Бывали у него и другие минуты, тяжкие, больные.
Самые лютые из них были, когда Мишель читал с сестрами по-немецки. Целый ад, подлая злоба! Стыдясь самого себя, Виссарион уходил подальше, в сад, в луга. Он даже взялся было за изучение немецкого языка. И оставил. Разве в том дело!
Ближе к осени, в конце августа состоялось освящение церкви. Она была выстроена лет двадцать назад, еще при Любови Петровне по рисункам и чертежам незабвенного Николая Львова. Освящение происходило торжественно, с певчими, с проповедью. После обряда, вечером в саду были накрыты столы, отдельно для мужчин и для женщин. Крестьяне сидели вместе с господами.
Наконец, все разошлись и разъехались.
Премухинская молодежь долго сидела на веранде, гуляла по росистой траве. Белинский стоял возле Татьяны. Она словно открылась ему в эту минуту. Эти глаза, темно-голубые, глубокие как море, этот взгляд, внезапный, молниеносный, долгий как вечность, это лицо кроткое, святое, на котором еще как будто не изгладились следы жарких молений к небу…
Божественно!
Сбиваясь, он рассказывал о проделках и пакостях своих литературных недругов, она улыбалась. В обнимку с Сашенькой подошел Мишель.
— Это что, новый способ говорить комплименты, говоря гадости? — вновь ухмыльнулся он, недовольный тем, как внимательно слушала Verioso его Танюша.
Она смутилась.
Тысячи игл пронзили Белинского. Да что это за кадетские хамские замашки? Да в обнимку с Сашенькой…
— Ты спроси, спроси его, Танечка, что он думает о женщинах? — не отступался Мишель. — "Мысль не для женщины, ее удел чувство." А, Висяша? А я утверждаю, что женщинам открыта вся полнота истины. Я прав, драгоценные сестры?
— Вы в самом деле столь низкого мнения о женщинах, Виссарион Григорьевич? — шагнула к нему Сашенька.
Виссарион потерялся.
— Право, это… мужские разговоры, Александра Александровна… я не вижу нужды… Мишель пошутил.
Но девушка была непреклонна.
— Так вот в какие границы вы нас заключаете, Виссарион Григорьевич! Почему? Разве мы не свободные существа? Разве мы избавлены от страданий и смерти в этой жизни? Почему же мы должны оставаться в черте, вами для нас очерченной? Только чувство, просветленное мыслью, мирит с жизнью, дает нам спокойствие и делает то легко, что прежде казалось невозможным, невыносимым.
— Браво! — Мишель, качнувшись, обмерил взглядом низкорослого Verioso.
Белинский молчал.
Какая девушка! И какая отповедь! Но Мишель… ах, мерзавец!

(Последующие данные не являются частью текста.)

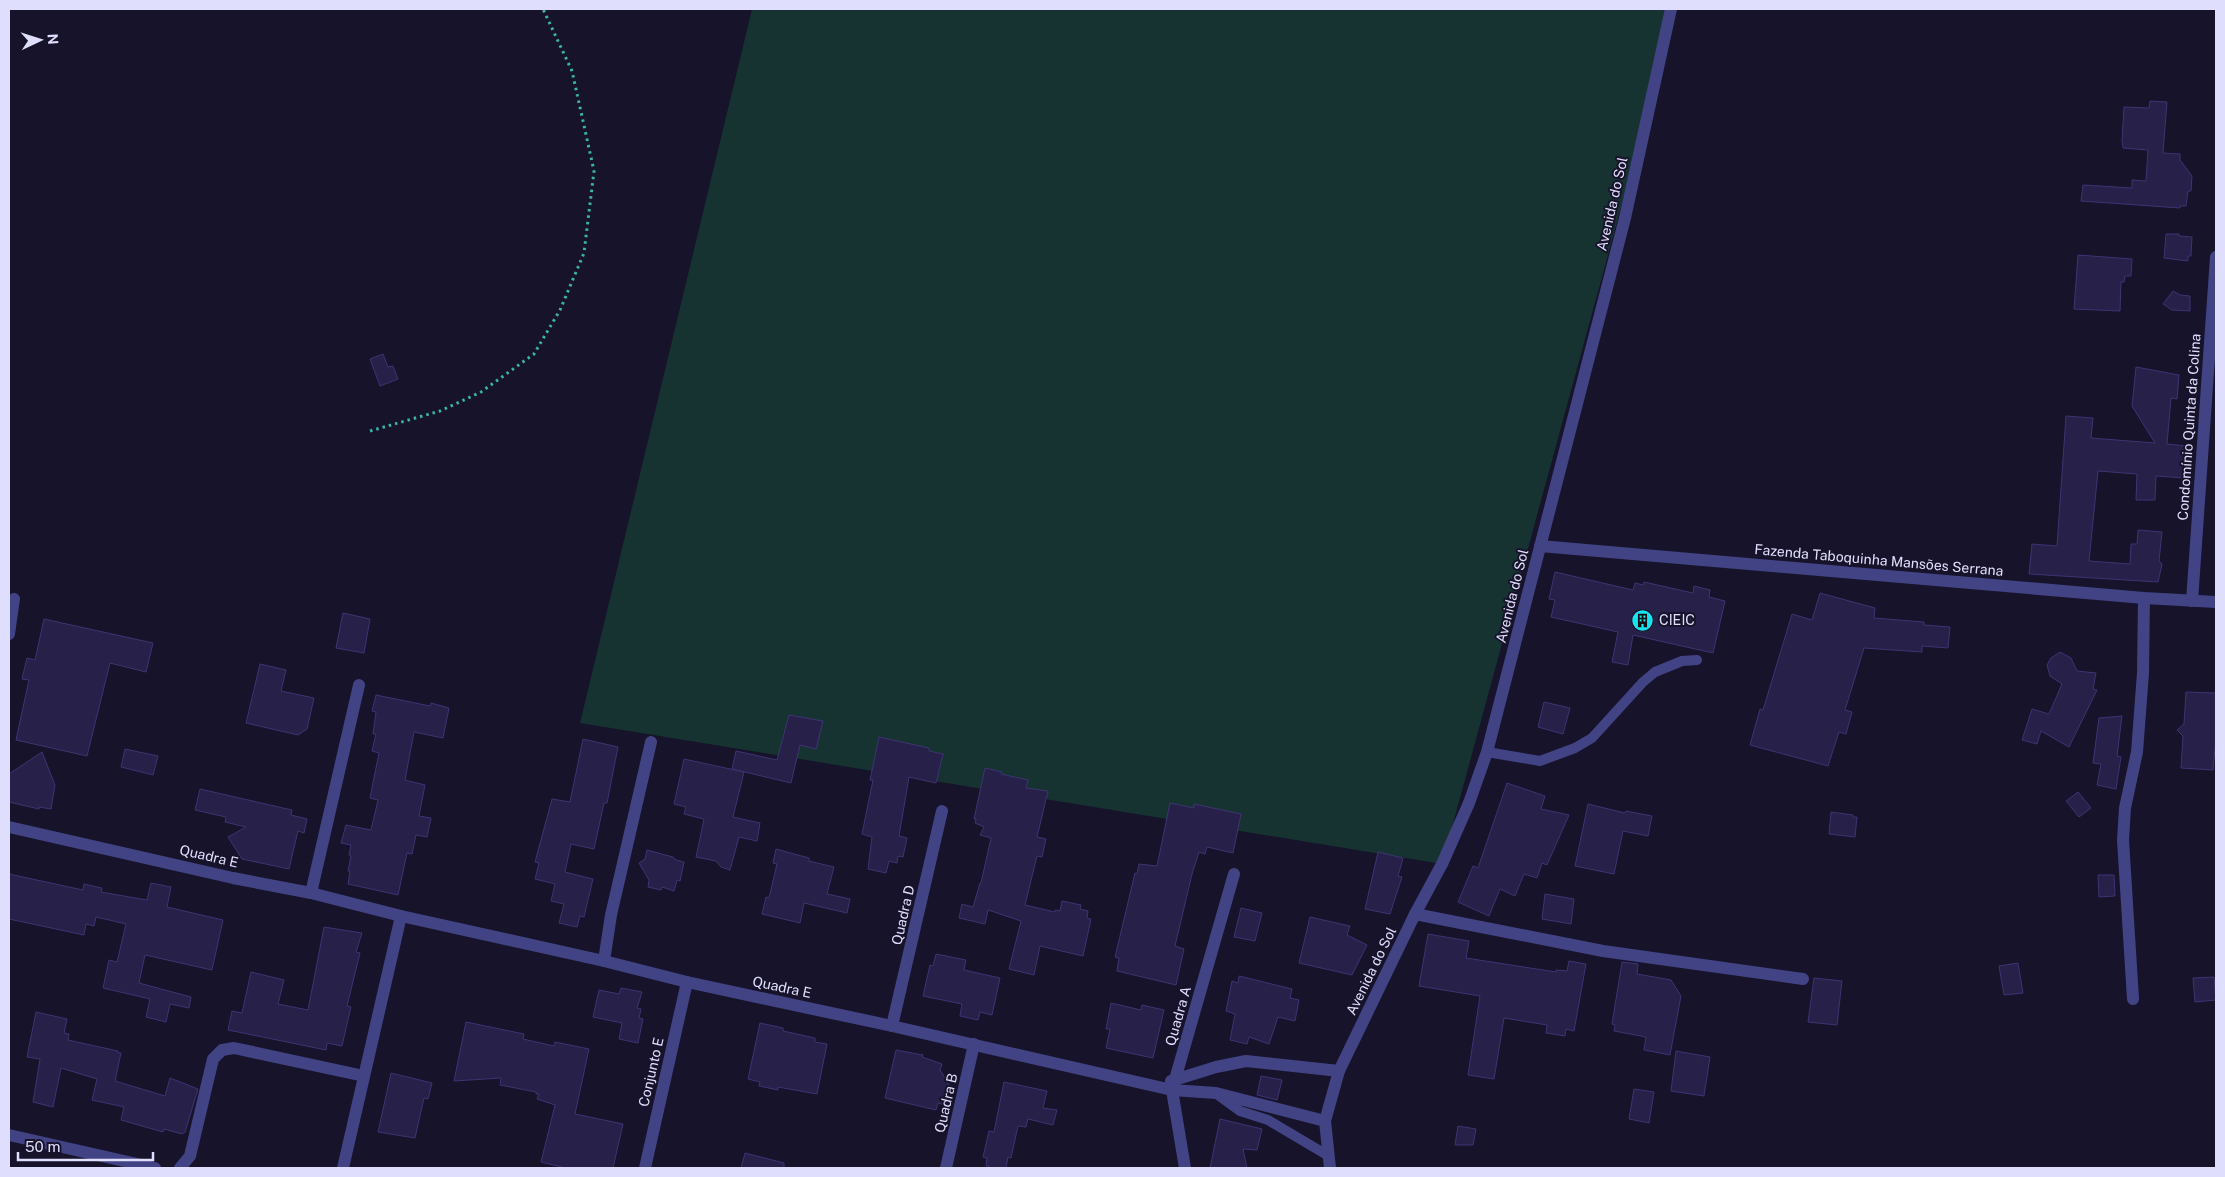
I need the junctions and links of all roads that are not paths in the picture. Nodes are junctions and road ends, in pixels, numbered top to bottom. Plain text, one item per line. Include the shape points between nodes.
1 (1671, 9) edge
2 (2216, 256) edge
3 (1540, 546) junction
4 (2144, 598) junction
5 (14, 600) dead end
6 (2192, 601) junction
7 (2216, 602) edge
8 (9, 634) edge
9 (1697, 660) dead end
10 (359, 685) dead end
11 (651, 742) dead end
12 (1487, 752) junction
13 (942, 811) dead end
14 (9, 827) edge
15 (1234, 874) dead end
16 (310, 893) junction
17 (1415, 914) junction
18 (402, 916) junction
19 (604, 961) junction
20 (1803, 979) dead end
21 (687, 982) junction
22 (2133, 999) dead end
23 (892, 1026) junction
24 (974, 1044) junction
25 (1339, 1071) junction
26 (364, 1076) junction
27 (1174, 1084) junction
28 (1216, 1093) junction
29 (1326, 1121) junction
30 (9, 1135) edge
31 (1327, 1155) junction
32 (155, 1168) edge
33 (180, 1168) edge
34 (344, 1168) edge
35 (645, 1168) edge
36 (946, 1168) edge
37 (1185, 1168) edge
38 (1330, 1168) edge

1 - 3 street, Avenida do Sol via 1625,218
2 - 6 street, Condomínio Quinta da Colina
3 - 4 street, Fazenda Taboquinha Mansões Serrana
3 - 12 street, Avenida do Sol
4 - 6 street, Fazenda Taboquinha Mansões Serrana
4 - 22 street via 2144,673 2138,742 2125,808 2123,840
5 - 8 street
6 - 7 street, Fazenda Taboquinha Mansões Serrana
9 - 12 lane via 1682,661 1655,672 1592,738 1575,748 1540,761
10 - 16 street
11 - 19 street via 617,886
12 - 17 street, Avenida do Sol via 1442,864
13 - 23 street, Quadra D
14 - 16 street, Quadra E
15 - 27 street, Quadra A
16 - 18 street, Quadra E
17 - 20 street via 1603,951
17 - 25 street, Avenida do Sol
18 - 19 street, Quadra E
18 - 26 street
19 - 21 street, Quadra E
21 - 23 street, Quadra E
21 - 35 street, Conjunto E
23 - 24 street, Quadra E
24 - 27 street, Quadra E via 1157,1085
24 - 36 street, Quadra B
25 - 27 street via 1246,1062 1216,1067
25 - 29 street, Avenida do Sol
26 - 33 street via 234,1048 222,1050 213,1059 190,1156
26 - 34 street
27 - 28 street, Quadra E
27 - 37 street, Quadra A
28 - 29 street, Quadra E
28 - 31 lane via 1240,1111 1268,1120
29 - 31 street, Avenida do Sol
30 - 32 street
31 - 38 street, Avenida do Sol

В сентябре почта принесла письмо от Станкевича и последний номер "Телескопа".
— Ты, Белинский, Ефремов теперь живете вполне, — писал Николай Мишелю с Кавказа. — Прекрасные осенние дни, прогулки, музыка, беседа внизу, беседа наверху, искусство, философия, общее наше будущее — все это вы перебираете в твоей маленькой комнате под навесом табачного дыма. Завидую вам. Ты, Мишель, со своим обыкновенным прямодушием зовешь меня в Премухино. На обратном пути я с удовольствием бы заехал в Премухино."
От этих слов заалелись щечки Любаши.
— Он помнит! Он приедет!
Книжка "Телескопа" навела дрожь на Белинского. В ней было напечатано "Философическое письмо" Чаадаева.
В тот же день он поднялся в Москву. Вместе с ним уехали и друзья.
…
Александр Герцен отбывал ссылку в глухой далекой Вятке.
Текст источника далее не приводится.